Equally important, if Iran refuses to bend, then the military option — which Obama has left on the table — becomes viable. The United States may need to use force to prevent Iran from becoming a nuclear power, and Obama has pledged he would not allow Iran to possess the most dangerous weapons. But tougher sanctions and, ultimately, the use of force only become credible options if serious diplomacy fails. After the disaster of Iraq, unilateral American action against Iran, in the absence of such a diplomatic push, would have dire consequences for American leadership and stability in the region.

Thus far, the Bush administration and McCain have shown no serious interest in probing Iran’s intentions, insisting, instead, that Tehran capitulate on the enrichment issue as a condition for talks intended to bring about an end to enrichment. This cart-before-horse approach shows why Bush never got anywhere with Iran.

Meanwhile, Israel and Syria now appear to be on the verge of direct negotiations after months of indirect talks mediated by Turkey, which got involved because the Bush administration refused to deal with Damascus. No one can say whether Syria’s Bashar al-Assad sincerely wants to end the 60 years of hostility. But we can’t know until the United States becomes involved, because what Syria wants — better ties with the West, a security relationship, economic assistance — only Washington can deliver.
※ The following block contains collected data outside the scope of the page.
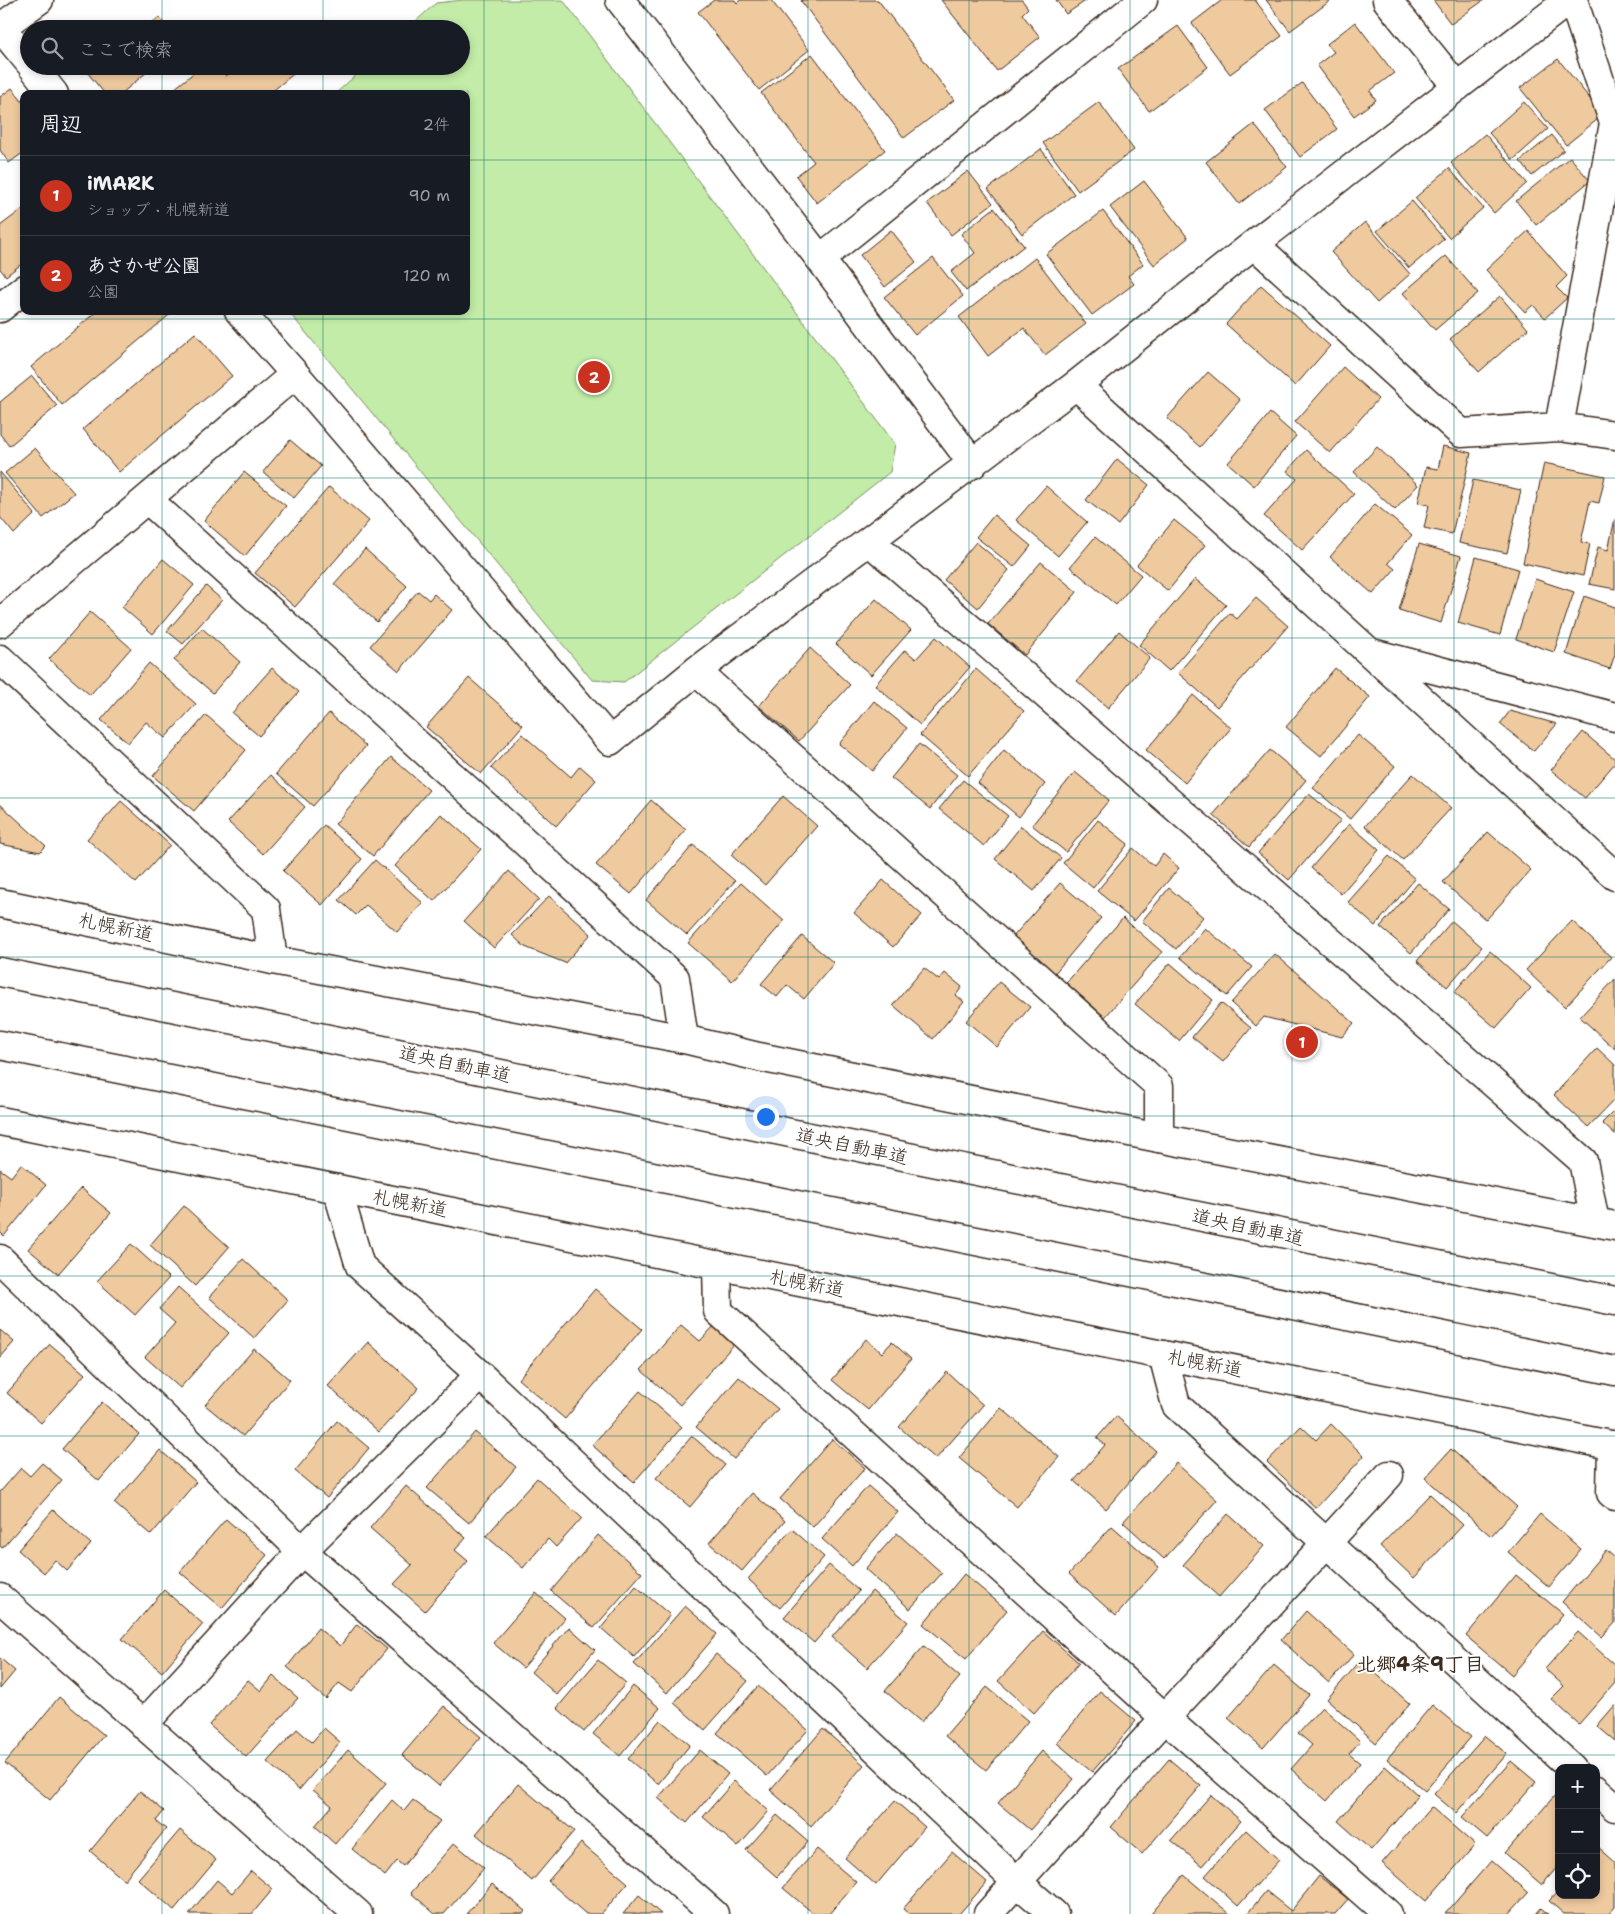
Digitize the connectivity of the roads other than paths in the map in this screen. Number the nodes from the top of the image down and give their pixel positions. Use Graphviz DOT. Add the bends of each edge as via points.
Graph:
graph roads {
  1 [pos="39,0"];
  2 [pos="620,0"];
  3 [pos="1143,0"];
  4 [pos="1387,0"];
  5 [pos="1569,0"];
  6 [pos="1573,0"];
  7 [pos="0,28"];
  8 [pos="20,51"];
  9 [pos="39,75"];
  10 [pos="1457,87"];
  11 [pos="51,90"];
  12 [pos="1254,244"];
  13 [pos="820,259"];
  14 [pos="20,291"];
  15 [pos="0,308"];
  16 [pos="243,315"];
  17 [pos="295,374"];
  18 [pos="1076,385"];
  19 [pos="1559,427"];
  20 [pos="1615,435"];
  21 [pos="973,464"];
  22 [pos="147,499"];
  23 [pos="869,541"];
  24 [pos="0,623"];
  25 [pos="1369,652"];
  26 [pos="0,659"];
  27 [pos="696,671"];
  28 [pos="1615,717"];
  29 [pos="1615,876"];
  30 [pos="0,903"];
  31 [pos="273,960"];
  32 [pos="0,972"];
  33 [pos="684,1039"];
  34 [pos="0,1045"];
  35 [pos="0,1121"];
  36 [pos="1159,1138"];
  37 [pos="337,1188"];
  38 [pos="1605,1224"];
  39 [pos="0,1259"];
  40 [pos="717,1265"];
  41 [pos="1615,1302"];
  42 [pos="1163,1355"];
  43 [pos="1615,1371"];
  44 [pos="480,1375"];
  45 [pos="1613,1445"];
  46 [pos="1389,1476"];
  47 [pos="1615,1496"];
  48 [pos="1328,1544"];
  49 [pos="302,1551"];
  50 [pos="0,1598"];
  51 [pos="1165,1718"];
  52 [pos="143,1725"];
  53 [pos="1568,1764"];
  54 [pos="1600,1794"];
  55 [pos="1615,1807"];
  56 [pos="1017,1882"];
  57 [pos="358,1914"];
  58 [pos="714,1914"];
  59 [pos="988,1914"];
  60 [pos="1054,1914"];
  61 [pos="1388,1914"];
  1 -- 7 [label="main road"];
  2 -- 13 [label="main road"];
  3 -- 13 [label="main road"];
  4 -- 10 [label="main road"];
  5 -- 10 [label="main road"];
  6 -- 19 [label="main road" via="1614,123"];
  7 -- 8 [label="main road"];
  9 -- 11 [label="main road"];
  10 -- 12 [label="main road"];
  12 -- 18 [label="main road"];
  12 -- 19 [label="main road" via="1461,433"];
  13 -- 21 [label="main road"];
  14 -- 15 [label="main road"];
  16 -- 17 [label="main road"];
  17 -- 22 [label="main road"];
  17 -- 27 [label="main road" via="610,741"];
  18 -- 21 [label="main road"];
  18 -- 25 [label="main road"];
  19 -- 20 [label="main road"];
  21 -- 23 [label="main road"];
  22 -- 24 [label="main road"];
  22 -- 33 [label="main road" via="674,978"];
  23 -- 27 [label="main road"];
  23 -- 38 [label="main road" via="1583,1161"];
  25 -- 28 [label="main road"];
  25 -- 29 [label="main road"];
  26 -- 31 [label="main road" via="266,909"];
  27 -- 36 [label="main road" via="1159,1086"];
  30 -- 31 [label="main road, 札幌新道"];
  31 -- 33 [label="main road, 札幌新道"];
  32 -- 41 [label="main road, 道央自動車道"];
  33 -- 36 [label="main road, 札幌新道"];
  34 -- 43 [label="main road"];
  35 -- 37 [label="main road, 札幌新道"];
  36 -- 38 [label="main road, 札幌新道"];
  37 -- 40 [label="main road, 札幌新道"];
  37 -- 44 [label="main road" via="360,1266"];
  39 -- 49 [label="main road"];
  40 -- 42 [label="main road, 札幌新道"];
  40 -- 51 [label="main road" via="718,1311"];
  42 -- 45 [label="main road, 札幌新道"];
  42 -- 48 [label="main road" via="1176,1405"];
  44 -- 49 [label="main road"];
  44 -- 56 [label="main road"];
  45 -- 47 [label="main road" via="1611,1493"];
  46 -- 48 [label="main road"];
  48 -- 51 [label="main road"];
  48 -- 53 [label="main road"];
  49 -- 52 [label="main road"];
  49 -- 58 [label="main road"];
  50 -- 52 [label="main road"];
  51 -- 56 [label="main road"];
  51 -- 61 [label="main road"];
  52 -- 57 [label="main road"];
  54 -- 55 [label="main road"];
  56 -- 59 [label="main road"];
  56 -- 60 [label="main road"];
}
Obama has made clear that he will pursue an active diplomacy in the region. But McCain takes the same approach to Syria that he does to Iran, demanding more international pressure before talking. Evidently, it is irrelevant to him that no one else in the international community wants to follow his lead, or that there is a chance for a breakthrough between Damascus and Jerusalem.
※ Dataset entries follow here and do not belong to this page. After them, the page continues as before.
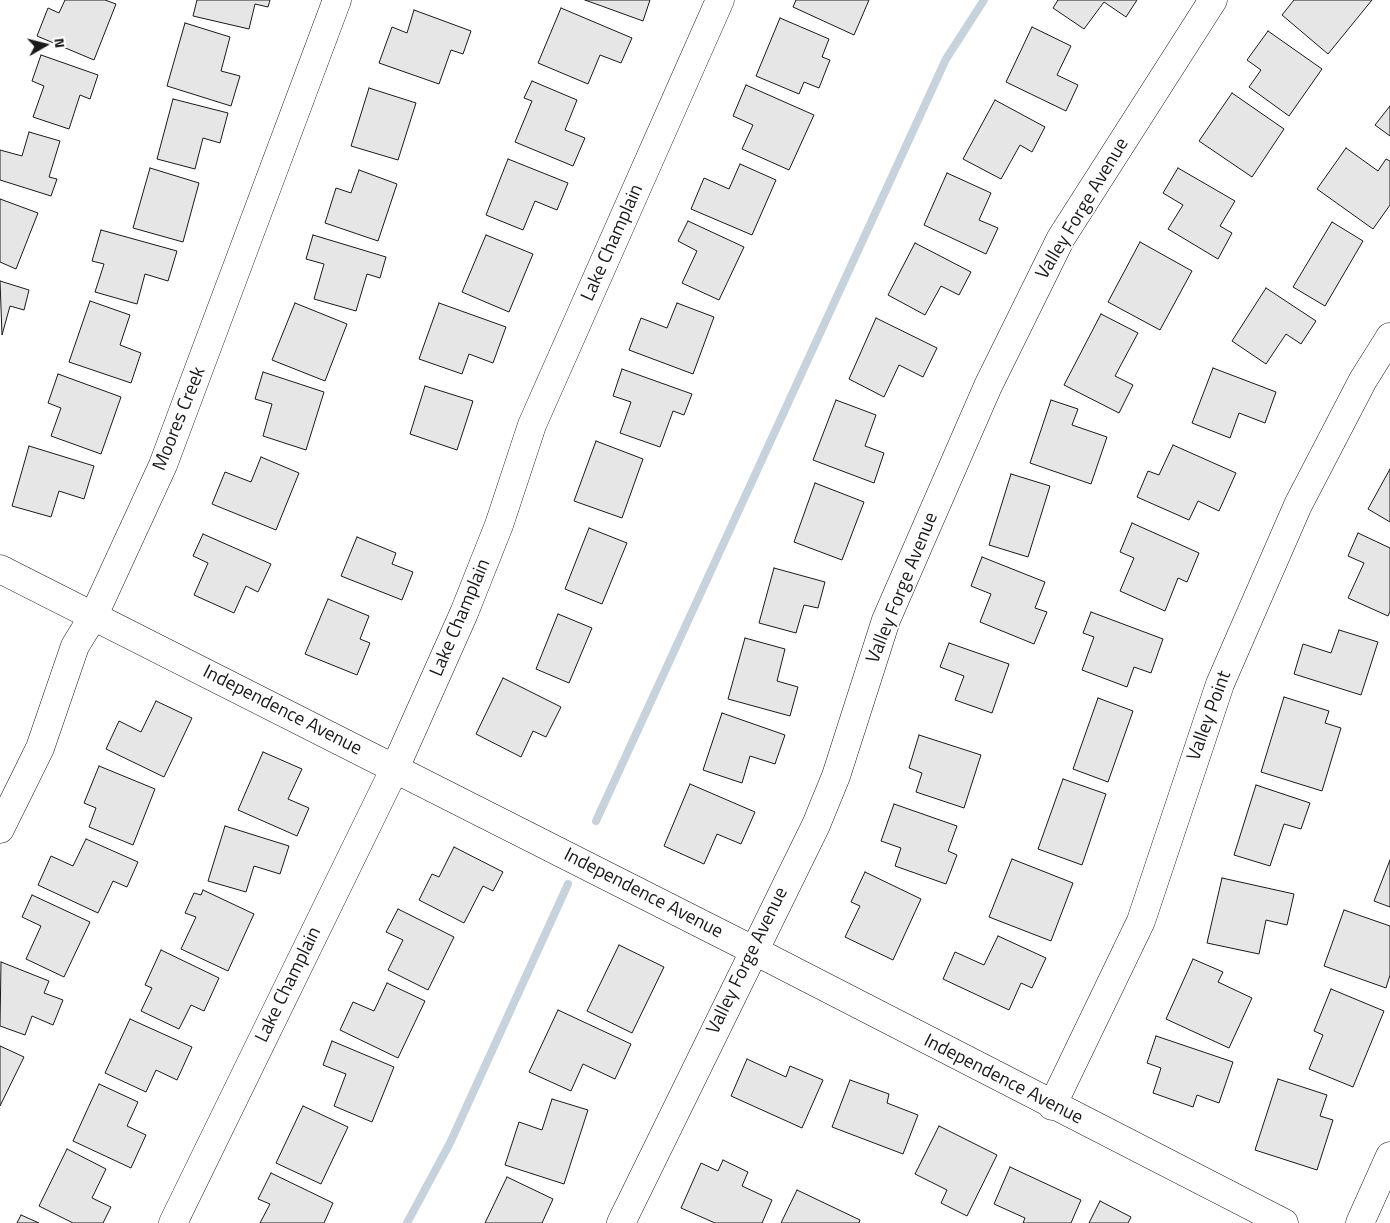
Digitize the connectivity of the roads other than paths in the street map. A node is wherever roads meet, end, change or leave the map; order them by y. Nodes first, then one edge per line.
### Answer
1 (337, 0) edge
2 (720, 0) edge
3 (1213, 0) edge
4 (1390, 337) edge
5 (0, 569) edge
6 (94, 615) junction
7 (395, 768) junction
8 (0, 829) edge
9 (753, 950) junction
10 (1052, 1106) junction
11 (1390, 1156) edge
12 (173, 1223) edge
13 (621, 1223) edge
14 (1284, 1223) edge
15 (1360, 1223) edge

1 - 6 street, Moores Creek
2 - 7 street, Lake Champlain
3 - 9 street, Valley Forge Avenue
4 - 10 street, Valley Point
5 - 6 street, Independence Avenue
6 - 7 street, Independence Avenue
6 - 8 street, Moores Creek
7 - 9 street, Independence Avenue
7 - 12 street, Lake Champlain
9 - 10 street, Independence Avenue
9 - 13 street, Valley Forge Avenue
10 - 14 street, Independence Avenue
11 - 15 street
Obama has also declared that he will revitalize America’s engagement with Israeli-Palestinian negotiations. Under President Bush, the United States essentially withdrew from Middle East peacemaking for more than six years. Only in 2007 did the administration reverse course by convening the Annapolis conference. But Bush then proceeded to step back, leaving the new initiative to founder.

Obama has underscored repeatedly that his administration would work energetically to reinvigorate the Middle East peace process and achieve the two-state solution that most Israelis want. McCain, however, has shown no special interest in advancing the cause of peace.

Israel will also pay a price if the United States continues to fight terrorism as it has during the Bush years. Islamist extremism, stoked by the American occupation of Iraq, is on the rise. Our overuse of military force has played into Al Qaeda’s narrative about America’s desire to subjugate the Muslim world. To continue to use the military as our main means of projecting American influence in the region will only enhance Al Qaeda’s ability to recruit and raise funds, at a time when, according to Israeli intelligence, it is stepping up its efforts to strike in Israel.

Nevertheless, McCain believes we should stay in Iraq for years to come. Obama has recognized the damage this is doing to the security of the United States, to our position in the region and to the global fight against terror.

President Bush’s political allies have propagated the myth that he has been the best friend Israel ever had in the White House. Israel, however, does not need another four or eight years of that kind of friendship. It needs a leader in the Oval Office who will use all the instruments of American power to advance our national interests in peace and regional security — which is the best way to safeguard Israel today and in the future.

Daniel Benjamin and Steven Simon served on the staff of the National Security Council from 1994 to 1999. They are the co-authors of “The Age of Sacred Terror” (Random House, 2002) and “The Next Attack” (Times Books, 2005).